[Data extracted from a collection]
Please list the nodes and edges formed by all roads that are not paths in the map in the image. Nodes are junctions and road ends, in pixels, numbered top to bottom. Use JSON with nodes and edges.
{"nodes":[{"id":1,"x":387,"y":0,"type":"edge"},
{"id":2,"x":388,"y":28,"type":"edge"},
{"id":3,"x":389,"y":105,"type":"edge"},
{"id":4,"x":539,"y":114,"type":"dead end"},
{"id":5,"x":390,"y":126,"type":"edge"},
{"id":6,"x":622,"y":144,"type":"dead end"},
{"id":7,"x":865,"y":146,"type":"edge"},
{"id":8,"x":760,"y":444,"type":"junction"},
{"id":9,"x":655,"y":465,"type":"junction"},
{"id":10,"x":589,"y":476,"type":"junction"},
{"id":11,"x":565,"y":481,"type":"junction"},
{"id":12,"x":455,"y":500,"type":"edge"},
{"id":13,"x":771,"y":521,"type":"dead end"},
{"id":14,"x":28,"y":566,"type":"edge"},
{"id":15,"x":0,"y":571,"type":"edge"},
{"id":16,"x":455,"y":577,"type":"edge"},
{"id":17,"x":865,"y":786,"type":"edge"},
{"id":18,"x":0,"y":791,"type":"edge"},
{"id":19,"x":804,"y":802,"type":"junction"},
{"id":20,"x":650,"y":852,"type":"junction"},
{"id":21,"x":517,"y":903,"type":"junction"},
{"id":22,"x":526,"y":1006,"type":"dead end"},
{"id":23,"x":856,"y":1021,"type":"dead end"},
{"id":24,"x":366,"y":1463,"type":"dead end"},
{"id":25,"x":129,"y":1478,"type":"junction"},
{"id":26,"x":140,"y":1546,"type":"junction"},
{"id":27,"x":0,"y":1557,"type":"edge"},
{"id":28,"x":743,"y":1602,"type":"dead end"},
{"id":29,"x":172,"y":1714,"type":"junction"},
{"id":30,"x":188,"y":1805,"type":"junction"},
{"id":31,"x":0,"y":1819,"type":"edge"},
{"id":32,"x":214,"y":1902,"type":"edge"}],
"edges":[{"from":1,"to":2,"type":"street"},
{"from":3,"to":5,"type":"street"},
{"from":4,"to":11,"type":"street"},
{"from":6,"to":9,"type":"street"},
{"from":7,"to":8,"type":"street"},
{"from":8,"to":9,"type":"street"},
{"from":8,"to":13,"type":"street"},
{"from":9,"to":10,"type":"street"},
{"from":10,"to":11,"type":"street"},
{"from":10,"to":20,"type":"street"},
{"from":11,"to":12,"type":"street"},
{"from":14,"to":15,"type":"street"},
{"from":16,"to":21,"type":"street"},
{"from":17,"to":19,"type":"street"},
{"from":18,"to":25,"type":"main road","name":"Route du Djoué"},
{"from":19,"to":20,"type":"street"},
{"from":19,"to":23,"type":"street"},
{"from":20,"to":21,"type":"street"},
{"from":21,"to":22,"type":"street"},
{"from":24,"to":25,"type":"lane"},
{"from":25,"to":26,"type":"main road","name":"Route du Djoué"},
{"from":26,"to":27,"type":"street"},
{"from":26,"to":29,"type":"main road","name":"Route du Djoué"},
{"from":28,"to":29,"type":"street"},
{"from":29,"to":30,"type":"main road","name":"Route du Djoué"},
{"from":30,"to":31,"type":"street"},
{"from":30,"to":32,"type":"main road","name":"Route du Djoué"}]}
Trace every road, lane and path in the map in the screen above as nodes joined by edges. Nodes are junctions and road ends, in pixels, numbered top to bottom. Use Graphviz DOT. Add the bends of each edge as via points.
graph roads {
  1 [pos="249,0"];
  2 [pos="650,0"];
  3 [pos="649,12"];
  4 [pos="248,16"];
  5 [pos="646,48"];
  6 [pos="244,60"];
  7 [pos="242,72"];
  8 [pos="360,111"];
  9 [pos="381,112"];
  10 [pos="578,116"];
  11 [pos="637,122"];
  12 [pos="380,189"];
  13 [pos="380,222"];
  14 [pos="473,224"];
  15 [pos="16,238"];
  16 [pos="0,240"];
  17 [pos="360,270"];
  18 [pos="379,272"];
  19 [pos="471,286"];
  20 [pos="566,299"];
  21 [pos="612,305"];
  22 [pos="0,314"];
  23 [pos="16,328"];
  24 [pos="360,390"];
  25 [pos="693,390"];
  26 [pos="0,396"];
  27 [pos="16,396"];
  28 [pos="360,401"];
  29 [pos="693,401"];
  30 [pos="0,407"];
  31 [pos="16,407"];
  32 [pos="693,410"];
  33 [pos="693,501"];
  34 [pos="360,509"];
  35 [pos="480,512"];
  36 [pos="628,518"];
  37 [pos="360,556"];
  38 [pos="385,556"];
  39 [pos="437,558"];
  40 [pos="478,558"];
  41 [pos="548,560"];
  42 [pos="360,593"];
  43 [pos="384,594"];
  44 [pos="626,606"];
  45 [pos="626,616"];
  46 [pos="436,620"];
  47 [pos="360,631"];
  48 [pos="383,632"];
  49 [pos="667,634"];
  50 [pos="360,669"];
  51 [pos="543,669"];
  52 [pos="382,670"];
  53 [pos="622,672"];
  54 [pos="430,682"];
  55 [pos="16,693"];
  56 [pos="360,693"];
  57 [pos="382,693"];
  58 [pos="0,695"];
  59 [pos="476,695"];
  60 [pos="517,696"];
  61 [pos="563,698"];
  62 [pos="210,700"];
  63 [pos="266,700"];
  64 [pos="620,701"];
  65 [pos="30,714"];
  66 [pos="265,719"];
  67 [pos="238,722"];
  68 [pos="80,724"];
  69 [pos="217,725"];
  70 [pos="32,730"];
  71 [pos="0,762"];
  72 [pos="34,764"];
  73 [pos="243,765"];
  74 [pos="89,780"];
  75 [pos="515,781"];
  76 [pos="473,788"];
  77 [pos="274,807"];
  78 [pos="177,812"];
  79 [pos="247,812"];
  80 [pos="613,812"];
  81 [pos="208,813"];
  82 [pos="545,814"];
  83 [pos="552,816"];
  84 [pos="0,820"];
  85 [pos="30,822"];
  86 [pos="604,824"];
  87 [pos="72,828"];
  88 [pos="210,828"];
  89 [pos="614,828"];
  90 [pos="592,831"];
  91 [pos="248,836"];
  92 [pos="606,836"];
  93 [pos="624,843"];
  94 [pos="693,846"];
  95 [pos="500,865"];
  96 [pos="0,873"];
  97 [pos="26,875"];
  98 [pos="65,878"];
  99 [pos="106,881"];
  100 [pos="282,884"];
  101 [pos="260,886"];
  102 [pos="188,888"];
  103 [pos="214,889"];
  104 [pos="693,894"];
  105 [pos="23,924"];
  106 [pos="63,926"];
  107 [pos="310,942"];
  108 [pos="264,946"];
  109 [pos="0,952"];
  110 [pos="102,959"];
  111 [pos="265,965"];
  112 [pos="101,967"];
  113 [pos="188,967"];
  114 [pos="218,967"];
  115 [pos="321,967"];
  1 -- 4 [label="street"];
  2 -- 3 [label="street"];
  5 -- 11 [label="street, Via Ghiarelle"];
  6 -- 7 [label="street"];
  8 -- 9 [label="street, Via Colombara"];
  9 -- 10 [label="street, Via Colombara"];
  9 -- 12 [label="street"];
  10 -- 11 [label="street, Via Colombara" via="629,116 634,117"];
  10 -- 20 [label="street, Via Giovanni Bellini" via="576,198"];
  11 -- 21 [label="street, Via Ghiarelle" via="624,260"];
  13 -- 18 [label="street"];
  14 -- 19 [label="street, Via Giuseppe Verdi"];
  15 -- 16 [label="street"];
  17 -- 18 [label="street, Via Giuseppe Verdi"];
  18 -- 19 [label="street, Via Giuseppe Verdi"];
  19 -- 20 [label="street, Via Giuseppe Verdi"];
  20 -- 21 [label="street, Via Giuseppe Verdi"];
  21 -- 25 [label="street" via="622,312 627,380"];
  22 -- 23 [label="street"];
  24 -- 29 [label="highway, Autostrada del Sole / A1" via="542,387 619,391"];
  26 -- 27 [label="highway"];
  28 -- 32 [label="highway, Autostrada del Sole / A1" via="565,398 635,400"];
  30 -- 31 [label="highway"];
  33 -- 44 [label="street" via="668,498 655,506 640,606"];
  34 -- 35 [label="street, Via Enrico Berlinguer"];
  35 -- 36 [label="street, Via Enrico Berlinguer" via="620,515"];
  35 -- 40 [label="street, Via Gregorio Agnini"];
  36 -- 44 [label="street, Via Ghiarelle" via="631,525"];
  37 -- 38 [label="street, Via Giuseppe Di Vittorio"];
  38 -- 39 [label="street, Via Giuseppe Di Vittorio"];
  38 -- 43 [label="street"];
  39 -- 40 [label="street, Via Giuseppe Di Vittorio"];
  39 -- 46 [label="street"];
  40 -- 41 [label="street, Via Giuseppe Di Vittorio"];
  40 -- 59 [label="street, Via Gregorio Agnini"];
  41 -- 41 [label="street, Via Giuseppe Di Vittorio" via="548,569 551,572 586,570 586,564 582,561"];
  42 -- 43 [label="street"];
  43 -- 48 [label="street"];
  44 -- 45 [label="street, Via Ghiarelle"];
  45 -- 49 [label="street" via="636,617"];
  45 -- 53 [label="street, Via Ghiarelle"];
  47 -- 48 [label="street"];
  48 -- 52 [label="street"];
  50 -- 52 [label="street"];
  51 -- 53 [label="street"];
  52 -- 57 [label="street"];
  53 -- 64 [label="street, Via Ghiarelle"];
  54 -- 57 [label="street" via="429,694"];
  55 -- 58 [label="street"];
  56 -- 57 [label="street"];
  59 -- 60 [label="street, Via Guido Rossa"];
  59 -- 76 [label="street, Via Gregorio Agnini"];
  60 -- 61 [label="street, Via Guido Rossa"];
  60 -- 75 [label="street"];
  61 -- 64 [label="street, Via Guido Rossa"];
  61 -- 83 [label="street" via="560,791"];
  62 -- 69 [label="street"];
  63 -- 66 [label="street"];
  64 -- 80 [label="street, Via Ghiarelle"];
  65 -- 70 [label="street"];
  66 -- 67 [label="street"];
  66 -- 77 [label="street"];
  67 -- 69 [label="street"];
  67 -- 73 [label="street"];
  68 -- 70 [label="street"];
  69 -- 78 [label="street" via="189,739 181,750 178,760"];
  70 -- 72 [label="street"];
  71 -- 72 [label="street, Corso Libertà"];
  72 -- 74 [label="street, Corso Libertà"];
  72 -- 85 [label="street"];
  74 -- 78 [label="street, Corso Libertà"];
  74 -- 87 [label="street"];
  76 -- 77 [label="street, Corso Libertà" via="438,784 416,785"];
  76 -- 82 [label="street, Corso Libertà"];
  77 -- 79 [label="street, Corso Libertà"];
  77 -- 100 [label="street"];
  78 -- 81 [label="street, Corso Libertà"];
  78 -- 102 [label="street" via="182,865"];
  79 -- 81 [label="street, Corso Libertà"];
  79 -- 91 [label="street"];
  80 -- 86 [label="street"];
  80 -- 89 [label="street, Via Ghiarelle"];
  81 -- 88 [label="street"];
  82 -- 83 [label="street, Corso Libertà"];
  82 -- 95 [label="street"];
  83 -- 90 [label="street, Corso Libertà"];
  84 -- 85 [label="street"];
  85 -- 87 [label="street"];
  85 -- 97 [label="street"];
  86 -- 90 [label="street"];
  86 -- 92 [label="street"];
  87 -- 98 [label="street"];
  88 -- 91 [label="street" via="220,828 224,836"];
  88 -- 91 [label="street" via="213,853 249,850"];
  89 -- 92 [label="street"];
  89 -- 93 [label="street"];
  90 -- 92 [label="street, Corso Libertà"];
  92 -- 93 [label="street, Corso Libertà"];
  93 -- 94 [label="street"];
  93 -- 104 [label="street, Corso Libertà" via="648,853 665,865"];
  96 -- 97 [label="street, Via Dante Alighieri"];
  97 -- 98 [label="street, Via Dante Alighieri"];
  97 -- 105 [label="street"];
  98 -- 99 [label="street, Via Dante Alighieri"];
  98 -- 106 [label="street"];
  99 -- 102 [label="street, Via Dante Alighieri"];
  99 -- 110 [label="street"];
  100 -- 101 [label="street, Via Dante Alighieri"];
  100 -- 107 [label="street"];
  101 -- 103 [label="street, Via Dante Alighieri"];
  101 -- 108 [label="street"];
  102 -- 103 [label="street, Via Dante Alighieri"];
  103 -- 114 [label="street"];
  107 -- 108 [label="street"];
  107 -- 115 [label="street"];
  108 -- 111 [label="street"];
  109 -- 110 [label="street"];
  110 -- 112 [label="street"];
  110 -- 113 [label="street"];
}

Your instructions: For each line of the entries that contains the word "Gregorio", make a copy.

Answer space:
  35 -- 40 [label="street, Via Gregorio Agnini"];
  40 -- 59 [label="street, Via Gregorio Agnini"];
  59 -- 76 [label="street, Via Gregorio Agnini"];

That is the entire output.